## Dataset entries
------------------------------------------------
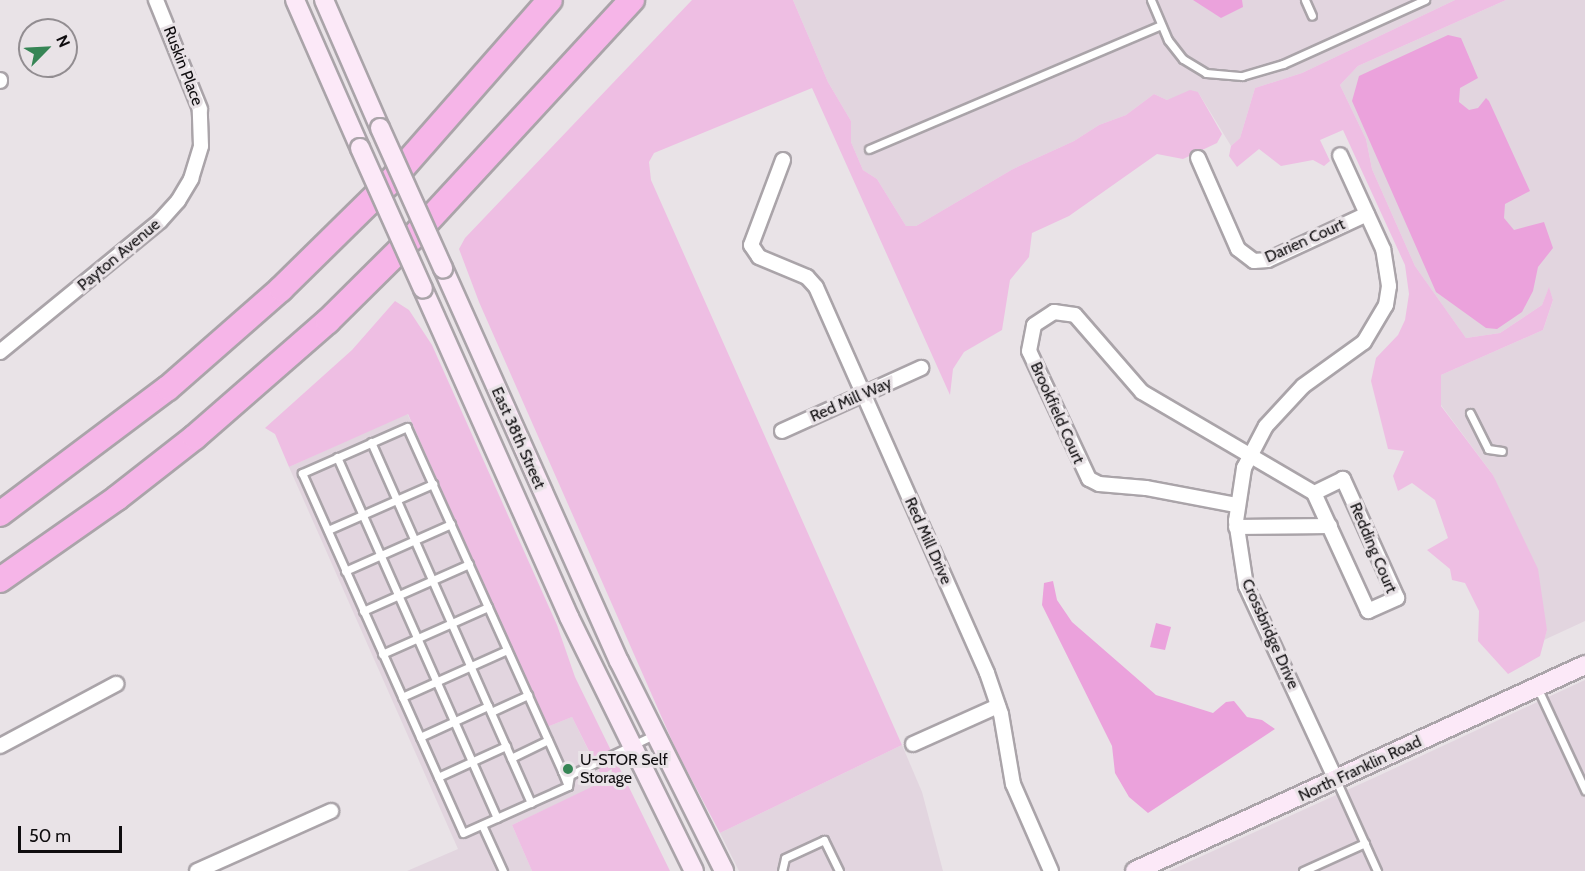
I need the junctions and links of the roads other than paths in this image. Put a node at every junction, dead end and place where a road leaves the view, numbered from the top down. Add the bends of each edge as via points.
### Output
1 (156, 0) edge
2 (295, 0) edge
3 (324, 0) edge
4 (550, 0) edge
5 (633, 0) edge
6 (1151, 0) edge
7 (1305, 0) edge
8 (1425, 0) edge
9 (1312, 16) dead end
10 (1161, 25) junction
11 (202, 134) joint
12 (869, 149) dead end
13 (1340, 155) dead end
14 (1198, 159) dead end
15 (783, 160) dead end
16 (1367, 214) junction
17 (0, 352) edge
18 (921, 369) dead end
19 (862, 395) junction
20 (1470, 413) dead end
21 (782, 431) dead end
22 (371, 442) junction
23 (1502, 451) dead end
24 (1249, 456) junction
25 (337, 458) junction
26 (433, 484) junction
27 (1314, 493) junction
28 (397, 500) junction
29 (1236, 505) junction
30 (0, 514) edge
31 (362, 515) junction
32 (451, 524) junction
33 (1330, 526) junction
34 (1236, 527) junction
35 (328, 530) junction
36 (415, 540) junction
37 (380, 555) junction
38 (469, 564) junction
39 (345, 571) junction
40 (0, 580) edge
41 (432, 580) junction
42 (398, 596) junction
43 (488, 607) junction
44 (363, 611) junction
45 (452, 623) junction
46 (417, 638) junction
47 (507, 650) junction
48 (382, 654) junction
49 (1585, 665) edge
50 (471, 666) junction
51 (436, 681) junction
52 (116, 684) dead end
53 (1537, 687) junction
54 (528, 695) junction
55 (402, 697) junction
56 (998, 706) junction
57 (489, 709) junction
58 (454, 722) junction
59 (654, 735) junction
60 (420, 737) junction
61 (548, 740) junction
62 (913, 744) dead end
63 (0, 746) edge
64 (506, 746) junction
65 (631, 747) junction
66 (511, 758) junction
67 (472, 762) junction
68 (562, 771) junction
69 (570, 775) junction
70 (438, 777) junction
71 (1336, 780) junction
72 (568, 786) junction
73 (1585, 790) edge
74 (531, 803) junction
75 (331, 811) dead end
76 (497, 818) junction
77 (482, 825) junction
78 (1365, 843) junction
79 (197, 871) edge
80 (503, 871) edge
81 (694, 871) edge
82 (724, 871) edge
83 (782, 871) edge
84 (839, 871) edge
85 (1051, 871) edge
86 (1135, 871) edge
87 (1303, 871) edge
88 (1377, 871) edge

1 - 11 street, Ruskin Place via 196,90
2 - 65 main road, East 38th Street, bridge
3 - 59 main road, East 38th Street, bridge
4 - 30 highway via 390,182 281,289 161,394
5 - 40 highway via 413,237 328,321 195,437
6 - 10 lane
7 - 9 lane
8 - 10 lane via 1283,64 1242,76 1221,76 1194,68 1175,50
10 - 12 lane
11 - 17 street, Payton Avenue via 194,172 170,212
13 - 16 street, Crossbridge Drive
14 - 16 street, Darien Court via 1238,249 1254,261 1268,260
15 - 19 street, Red Mill Drive via 752,234 753,249 759,257 813,282
16 - 24 street, Crossbridge Drive via 1388,267 1388,292 1379,322 1359,347 1292,396 1266,426
18 - 19 street, Red Mill Way
19 - 21 street, Red Mill Way
19 - 56 street, Red Mill Drive
20 - 23 lane via 1488,449
22 - 25 lane
22 - 26 lane via 407,427
22 - 28 lane
24 - 27 street
24 - 29 street, Crossbridge Drive
24 - 29 street, Brookfield Court via 1142,392 1075,315 1054,312 1034,325 1029,351 1089,479 1099,484 1146,488
25 - 31 lane
25 - 35 lane via 302,473
26 - 28 lane
26 - 32 lane
27 - 33 street, Redding Court
27 - 33 street, Redding Court via 1343,479 1397,598 1368,611
28 - 31 lane
28 - 36 lane
29 - 34 street, Crossbridge Drive
31 - 35 lane
31 - 37 lane
32 - 36 lane
32 - 38 lane
33 - 34 street
34 - 71 street, Crossbridge Drive via 1250,596
35 - 39 lane
36 - 37 lane
36 - 41 lane
37 - 39 lane
37 - 42 lane
38 - 41 lane
38 - 43 lane
39 - 44 lane
41 - 42 lane
41 - 45 lane
42 - 44 lane
42 - 46 lane
43 - 45 lane
43 - 47 lane
44 - 48 lane
45 - 46 lane
45 - 50 lane
46 - 48 lane
46 - 51 lane
47 - 50 lane
47 - 54 lane
48 - 55 lane
49 - 53 main road, North Franklin Road
50 - 51 lane
50 - 57 lane
51 - 55 lane
51 - 58 lane
52 - 63 street
53 - 71 main road, North Franklin Road
53 - 73 lane
54 - 57 lane
54 - 61 lane
55 - 60 lane
56 - 62 street
56 - 85 street, Red Mill Drive via 1013,784
57 - 58 lane
57 - 64 lane
58 - 60 lane
58 - 67 lane
59 - 65 lane
59 - 82 main road, East 38th Street
60 - 70 lane
61 - 66 lane
61 - 68 lane
64 - 66 lane
64 - 67 lane
65 - 69 lane
65 - 81 main road, East 38th Street
66 - 74 lane
67 - 70 lane
67 - 76 lane
68 - 69 lane
68 - 72 lane
69 - 72 lane
70 - 77 lane via 463,833
71 - 78 lane
71 - 86 main road, North Franklin Road
72 - 74 lane
74 - 76 lane
75 - 79 street
76 - 77 lane
77 - 80 lane
78 - 87 lane
78 - 88 lane
83 - 84 lane via 785,858 824,840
------------------------------------------------
## DESCRIPTION OF THE TASK
Please retype the data exactly as it appears, but without any of its pictures.

## RESULT OF THE EXERCISE
I need the junctions and links of the roads other than paths in this image. Put a node at every junction, dead end and place where a road leaves the view, numbered from the top down. Add the bends of each edge as via points.
### Output
1 (156, 0) edge
2 (295, 0) edge
3 (324, 0) edge
4 (550, 0) edge
5 (633, 0) edge
6 (1151, 0) edge
7 (1305, 0) edge
8 (1425, 0) edge
9 (1312, 16) dead end
10 (1161, 25) junction
11 (202, 134) joint
12 (869, 149) dead end
13 (1340, 155) dead end
14 (1198, 159) dead end
15 (783, 160) dead end
16 (1367, 214) junction
17 (0, 352) edge
18 (921, 369) dead end
19 (862, 395) junction
20 (1470, 413) dead end
21 (782, 431) dead end
22 (371, 442) junction
23 (1502, 451) dead end
24 (1249, 456) junction
25 (337, 458) junction
26 (433, 484) junction
27 (1314, 493) junction
28 (397, 500) junction
29 (1236, 505) junction
30 (0, 514) edge
31 (362, 515) junction
32 (451, 524) junction
33 (1330, 526) junction
34 (1236, 527) junction
35 (328, 530) junction
36 (415, 540) junction
37 (380, 555) junction
38 (469, 564) junction
39 (345, 571) junction
40 (0, 580) edge
41 (432, 580) junction
42 (398, 596) junction
43 (488, 607) junction
44 (363, 611) junction
45 (452, 623) junction
46 (417, 638) junction
47 (507, 650) junction
48 (382, 654) junction
49 (1585, 665) edge
50 (471, 666) junction
51 (436, 681) junction
52 (116, 684) dead end
53 (1537, 687) junction
54 (528, 695) junction
55 (402, 697) junction
56 (998, 706) junction
57 (489, 709) junction
58 (454, 722) junction
59 (654, 735) junction
60 (420, 737) junction
61 (548, 740) junction
62 (913, 744) dead end
63 (0, 746) edge
64 (506, 746) junction
65 (631, 747) junction
66 (511, 758) junction
67 (472, 762) junction
68 (562, 771) junction
69 (570, 775) junction
70 (438, 777) junction
71 (1336, 780) junction
72 (568, 786) junction
73 (1585, 790) edge
74 (531, 803) junction
75 (331, 811) dead end
76 (497, 818) junction
77 (482, 825) junction
78 (1365, 843) junction
79 (197, 871) edge
80 (503, 871) edge
81 (694, 871) edge
82 (724, 871) edge
83 (782, 871) edge
84 (839, 871) edge
85 (1051, 871) edge
86 (1135, 871) edge
87 (1303, 871) edge
88 (1377, 871) edge

1 - 11 street, Ruskin Place via 196,90
2 - 65 main road, East 38th Street, bridge
3 - 59 main road, East 38th Street, bridge
4 - 30 highway via 390,182 281,289 161,394
5 - 40 highway via 413,237 328,321 195,437
6 - 10 lane
7 - 9 lane
8 - 10 lane via 1283,64 1242,76 1221,76 1194,68 1175,50
10 - 12 lane
11 - 17 street, Payton Avenue via 194,172 170,212
13 - 16 street, Crossbridge Drive
14 - 16 street, Darien Court via 1238,249 1254,261 1268,260
15 - 19 street, Red Mill Drive via 752,234 753,249 759,257 813,282
16 - 24 street, Crossbridge Drive via 1388,267 1388,292 1379,322 1359,347 1292,396 1266,426
18 - 19 street, Red Mill Way
19 - 21 street, Red Mill Way
19 - 56 street, Red Mill Drive
20 - 23 lane via 1488,449
22 - 25 lane
22 - 26 lane via 407,427
22 - 28 lane
24 - 27 street
24 - 29 street, Crossbridge Drive
24 - 29 street, Brookfield Court via 1142,392 1075,315 1054,312 1034,325 1029,351 1089,479 1099,484 1146,488
25 - 31 lane
25 - 35 lane via 302,473
26 - 28 lane
26 - 32 lane
27 - 33 street, Redding Court
27 - 33 street, Redding Court via 1343,479 1397,598 1368,611
28 - 31 lane
28 - 36 lane
29 - 34 street, Crossbridge Drive
31 - 35 lane
31 - 37 lane
32 - 36 lane
32 - 38 lane
33 - 34 street
34 - 71 street, Crossbridge Drive via 1250,596
35 - 39 lane
36 - 37 lane
36 - 41 lane
37 - 39 lane
37 - 42 lane
38 - 41 lane
38 - 43 lane
39 - 44 lane
41 - 42 lane
41 - 45 lane
42 - 44 lane
42 - 46 lane
43 - 45 lane
43 - 47 lane
44 - 48 lane
45 - 46 lane
45 - 50 lane
46 - 48 lane
46 - 51 lane
47 - 50 lane
47 - 54 lane
48 - 55 lane
49 - 53 main road, North Franklin Road
50 - 51 lane
50 - 57 lane
51 - 55 lane
51 - 58 lane
52 - 63 street
53 - 71 main road, North Franklin Road
53 - 73 lane
54 - 57 lane
54 - 61 lane
55 - 60 lane
56 - 62 street
56 - 85 street, Red Mill Drive via 1013,784
57 - 58 lane
57 - 64 lane
58 - 60 lane
58 - 67 lane
59 - 65 lane
59 - 82 main road, East 38th Street
60 - 70 lane
61 - 66 lane
61 - 68 lane
64 - 66 lane
64 - 67 lane
65 - 69 lane
65 - 81 main road, East 38th Street
66 - 74 lane
67 - 70 lane
67 - 76 lane
68 - 69 lane
68 - 72 lane
69 - 72 lane
70 - 77 lane via 463,833
71 - 78 lane
71 - 86 main road, North Franklin Road
72 - 74 lane
74 - 76 lane
75 - 79 street
76 - 77 lane
77 - 80 lane
78 - 87 lane
78 - 88 lane
83 - 84 lane via 785,858 824,840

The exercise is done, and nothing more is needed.